START RECORDS FOR THE EXERCISE
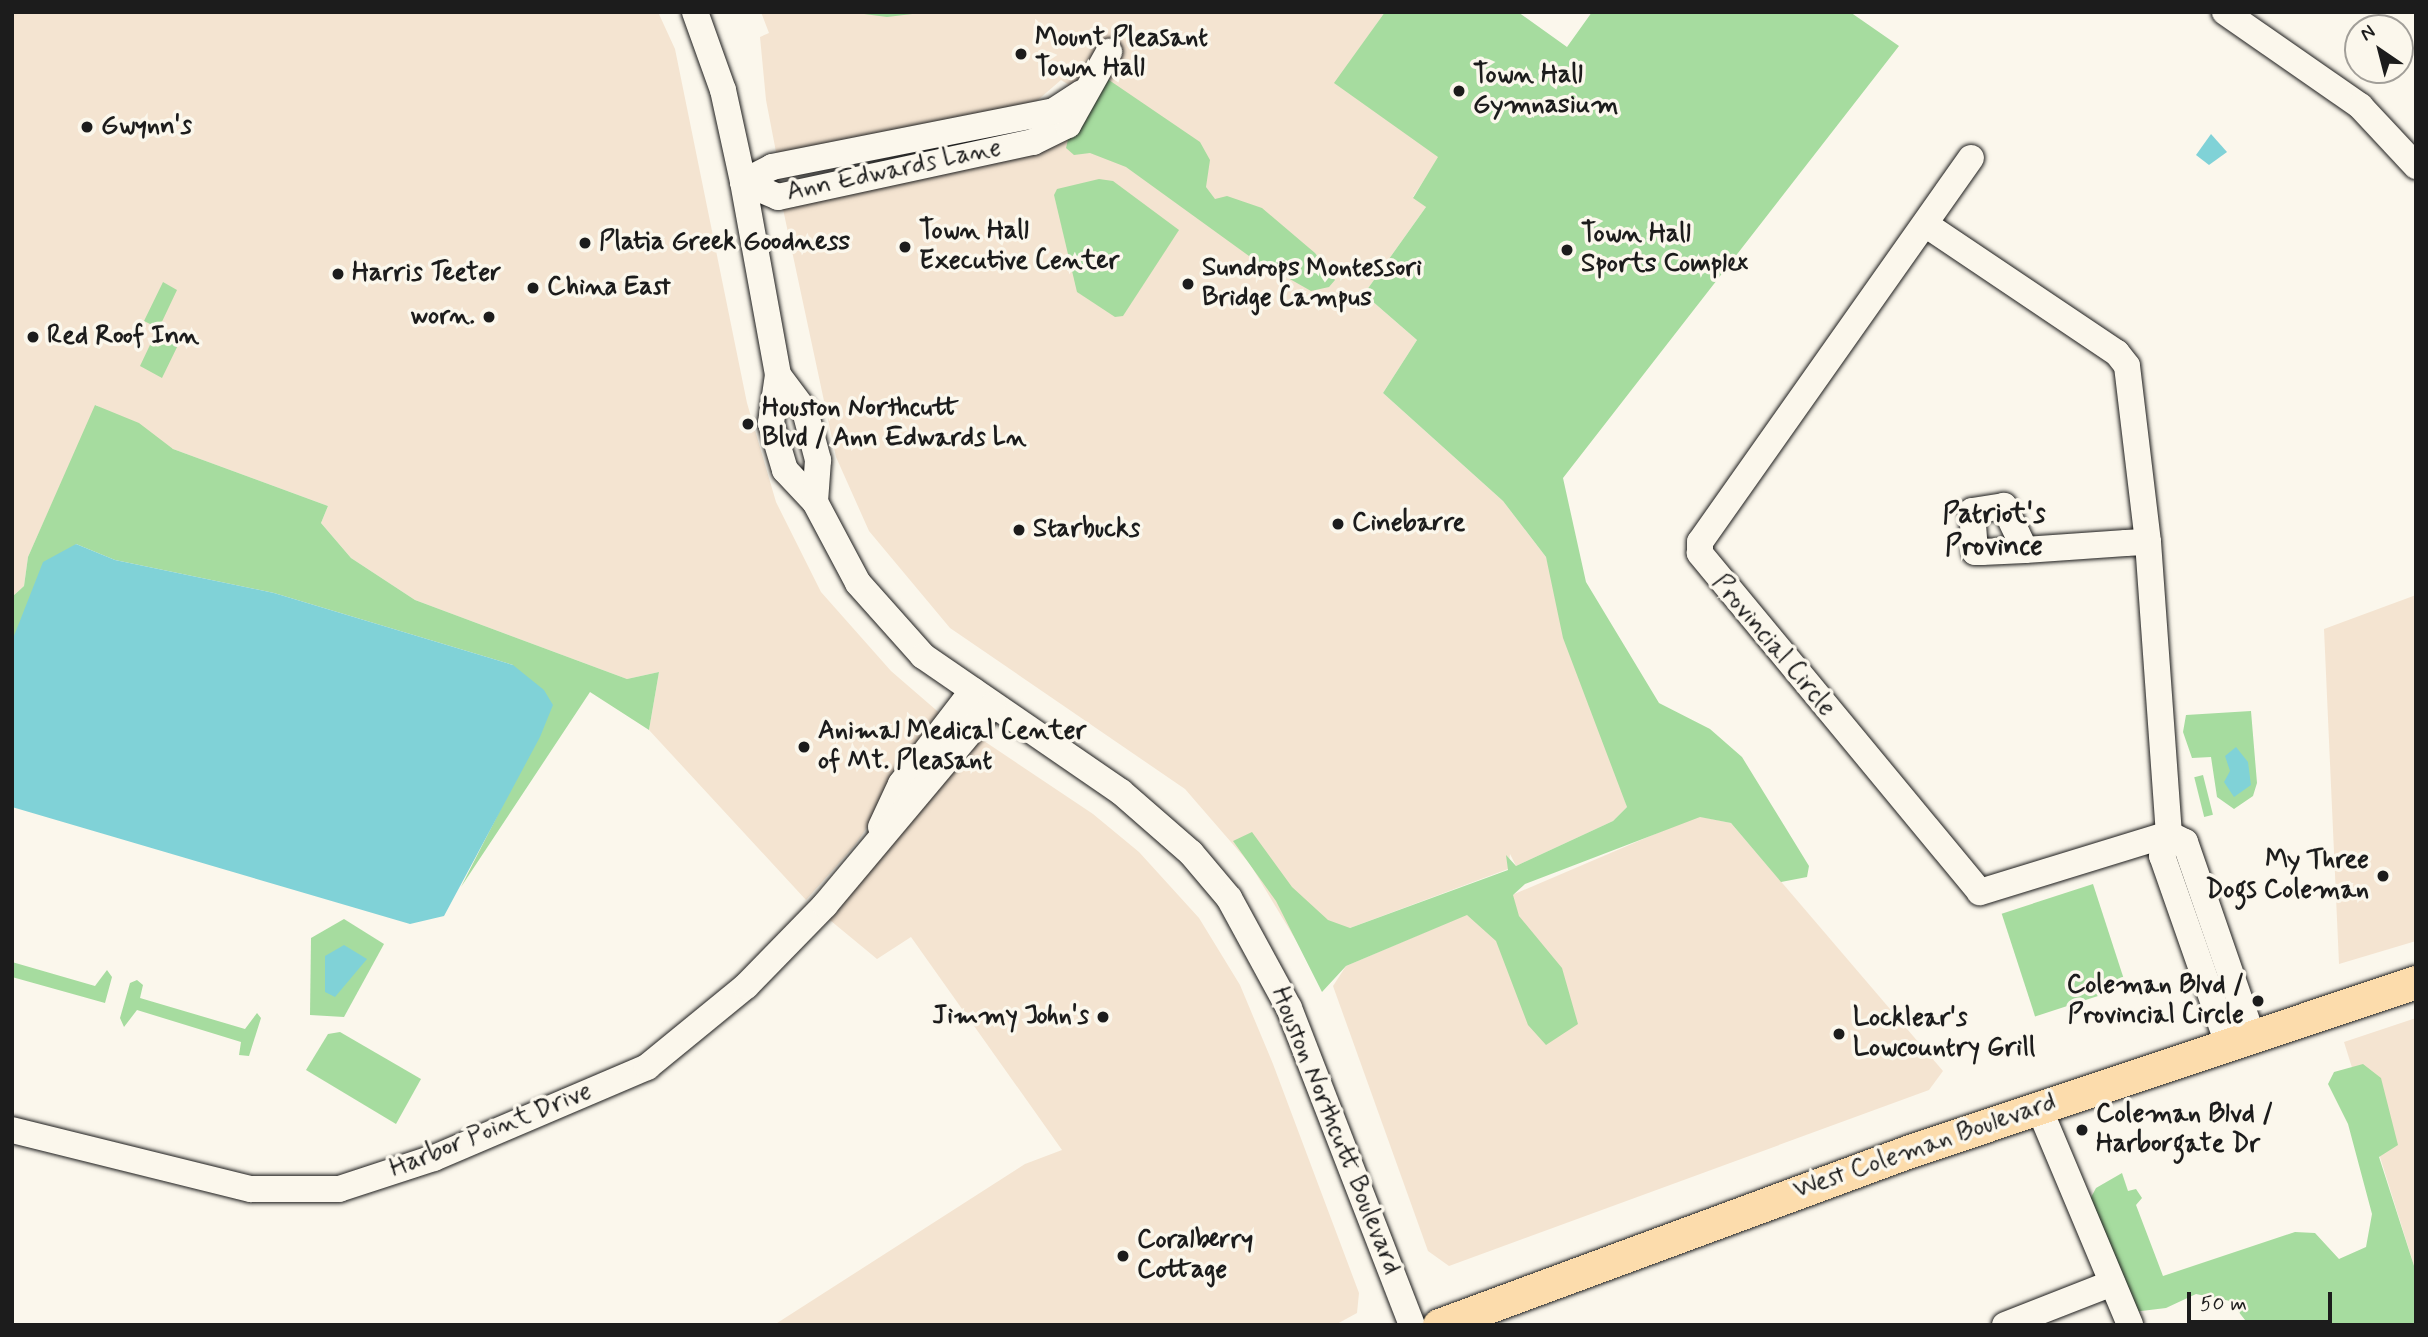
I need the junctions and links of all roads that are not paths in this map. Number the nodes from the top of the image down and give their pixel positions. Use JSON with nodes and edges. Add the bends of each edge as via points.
{"nodes":[{"id":1,"x":695,"y":12,"type":"edge"},
{"id":2,"x":2225,"y":12,"type":"edge"},
{"id":3,"x":1109,"y":52,"type":"dead end"},
{"id":4,"x":1971,"y":158,"type":"dead end"},
{"id":5,"x":2416,"y":166,"type":"edge"},
{"id":6,"x":743,"y":182,"type":"junction"},
{"id":7,"x":1925,"y":224,"type":"junction"},
{"id":8,"x":778,"y":376,"type":"junction"},
{"id":9,"x":815,"y":502,"type":"junction"},
{"id":10,"x":2148,"y":542,"type":"junction"},
{"id":11,"x":2025,"y":550,"type":"dead end"},
{"id":12,"x":983,"y":698,"type":"junction"},
{"id":13,"x":2169,"y":834,"type":"junction"},
{"id":14,"x":2416,"y":982,"type":"edge"},
{"id":15,"x":2240,"y":1040,"type":"junction"},
{"id":16,"x":2039,"y":1108,"type":"junction"},
{"id":17,"x":12,"y":1130,"type":"edge"},
{"id":18,"x":2112,"y":1283,"type":"junction"},
{"id":19,"x":1412,"y":1325,"type":"edge"},
{"id":20,"x":1439,"y":1325,"type":"edge"},
{"id":21,"x":2005,"y":1325,"type":"edge"},
{"id":22,"x":2130,"y":1325,"type":"edge"}],
"edges":[{"from":1,"to":6,"type":"street","name":"Houston Northcutt Boulevard","via":[[723,90]]},
{"from":2,"to":5,"type":"street","via":[[2360,106]]},
{"from":3,"to":6,"type":"street","name":"Ann Edwards Lane","via":[[1082,93],[1069,125],[1033,142],[778,197]]},
{"from":4,"to":7,"type":"street","name":"Provincial Circle"},
{"from":6,"to":8,"type":"street","name":"Houston Northcutt Boulevard"},
{"from":7,"to":10,"type":"street","via":[[2117,353],[2127,366]]},
{"from":7,"to":13,"type":"street","name":"Provincial Circle","via":[[1700,542],[1704,564],[1968,885],[1979,892]]},
{"from":8,"to":9,"type":"street","name":"Houston Northcutt Boulevard","via":[[805,411],[818,460]]},
{"from":8,"to":9,"type":"street","name":"Houston Northcutt Boulevard","via":[[771,423],[785,470]]},
{"from":9,"to":12,"type":"street","name":"Houston Northcutt Boulevard","via":[[880,612],[923,656]]},
{"from":10,"to":11,"type":"street"},
{"from":10,"to":13,"type":"street"},
{"from":12,"to":17,"type":"street","name":"Harbor Point Drive","via":[[901,784],[878,835],[825,905],[746,986],[647,1067],[434,1158],[340,1189],[251,1189]]},
{"from":12,"to":19,"type":"street","name":"Houston Northcutt Boulevard","via":[[1152,817],[1229,898],[1289,1008]]},
{"from":13,"to":15,"type":"street","via":[[2162,856]]},
{"from":14,"to":15,"type":"main road","name":"West Coleman Boulevard"},
{"from":15,"to":16,"type":"main road","name":"West Coleman Boulevard"},
{"from":16,"to":18,"type":"street"},
{"from":16,"to":20,"type":"main road","name":"West Coleman Boulevard","via":[[1641,1246]]},
{"from":18,"to":21,"type":"street"},
{"from":18,"to":22,"type":"street"}]}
END RECORDS FOR THE EXERCISE
- WORK REQUIRED:
Skip the pictures, then write out every entry exactly.

- EXERCISE OUTPUT:
I need the junctions and links of all roads that are not paths in this map. Number the nodes from the top of the image down and give their pixel positions. Use JSON with nodes and edges. Add the bends of each edge as via points.
{"nodes":[{"id":1,"x":695,"y":12,"type":"edge"},
{"id":2,"x":2225,"y":12,"type":"edge"},
{"id":3,"x":1109,"y":52,"type":"dead end"},
{"id":4,"x":1971,"y":158,"type":"dead end"},
{"id":5,"x":2416,"y":166,"type":"edge"},
{"id":6,"x":743,"y":182,"type":"junction"},
{"id":7,"x":1925,"y":224,"type":"junction"},
{"id":8,"x":778,"y":376,"type":"junction"},
{"id":9,"x":815,"y":502,"type":"junction"},
{"id":10,"x":2148,"y":542,"type":"junction"},
{"id":11,"x":2025,"y":550,"type":"dead end"},
{"id":12,"x":983,"y":698,"type":"junction"},
{"id":13,"x":2169,"y":834,"type":"junction"},
{"id":14,"x":2416,"y":982,"type":"edge"},
{"id":15,"x":2240,"y":1040,"type":"junction"},
{"id":16,"x":2039,"y":1108,"type":"junction"},
{"id":17,"x":12,"y":1130,"type":"edge"},
{"id":18,"x":2112,"y":1283,"type":"junction"},
{"id":19,"x":1412,"y":1325,"type":"edge"},
{"id":20,"x":1439,"y":1325,"type":"edge"},
{"id":21,"x":2005,"y":1325,"type":"edge"},
{"id":22,"x":2130,"y":1325,"type":"edge"}],
"edges":[{"from":1,"to":6,"type":"street","name":"Houston Northcutt Boulevard","via":[[723,90]]},
{"from":2,"to":5,"type":"street","via":[[2360,106]]},
{"from":3,"to":6,"type":"street","name":"Ann Edwards Lane","via":[[1082,93],[1069,125],[1033,142],[778,197]]},
{"from":4,"to":7,"type":"street","name":"Provincial Circle"},
{"from":6,"to":8,"type":"street","name":"Houston Northcutt Boulevard"},
{"from":7,"to":10,"type":"street","via":[[2117,353],[2127,366]]},
{"from":7,"to":13,"type":"street","name":"Provincial Circle","via":[[1700,542],[1704,564],[1968,885],[1979,892]]},
{"from":8,"to":9,"type":"street","name":"Houston Northcutt Boulevard","via":[[805,411],[818,460]]},
{"from":8,"to":9,"type":"street","name":"Houston Northcutt Boulevard","via":[[771,423],[785,470]]},
{"from":9,"to":12,"type":"street","name":"Houston Northcutt Boulevard","via":[[880,612],[923,656]]},
{"from":10,"to":11,"type":"street"},
{"from":10,"to":13,"type":"street"},
{"from":12,"to":17,"type":"street","name":"Harbor Point Drive","via":[[901,784],[878,835],[825,905],[746,986],[647,1067],[434,1158],[340,1189],[251,1189]]},
{"from":12,"to":19,"type":"street","name":"Houston Northcutt Boulevard","via":[[1152,817],[1229,898],[1289,1008]]},
{"from":13,"to":15,"type":"street","via":[[2162,856]]},
{"from":14,"to":15,"type":"main road","name":"West Coleman Boulevard"},
{"from":15,"to":16,"type":"main road","name":"West Coleman Boulevard"},
{"from":16,"to":18,"type":"street"},
{"from":16,"to":20,"type":"main road","name":"West Coleman Boulevard","via":[[1641,1246]]},
{"from":18,"to":21,"type":"street"},
{"from":18,"to":22,"type":"street"}]}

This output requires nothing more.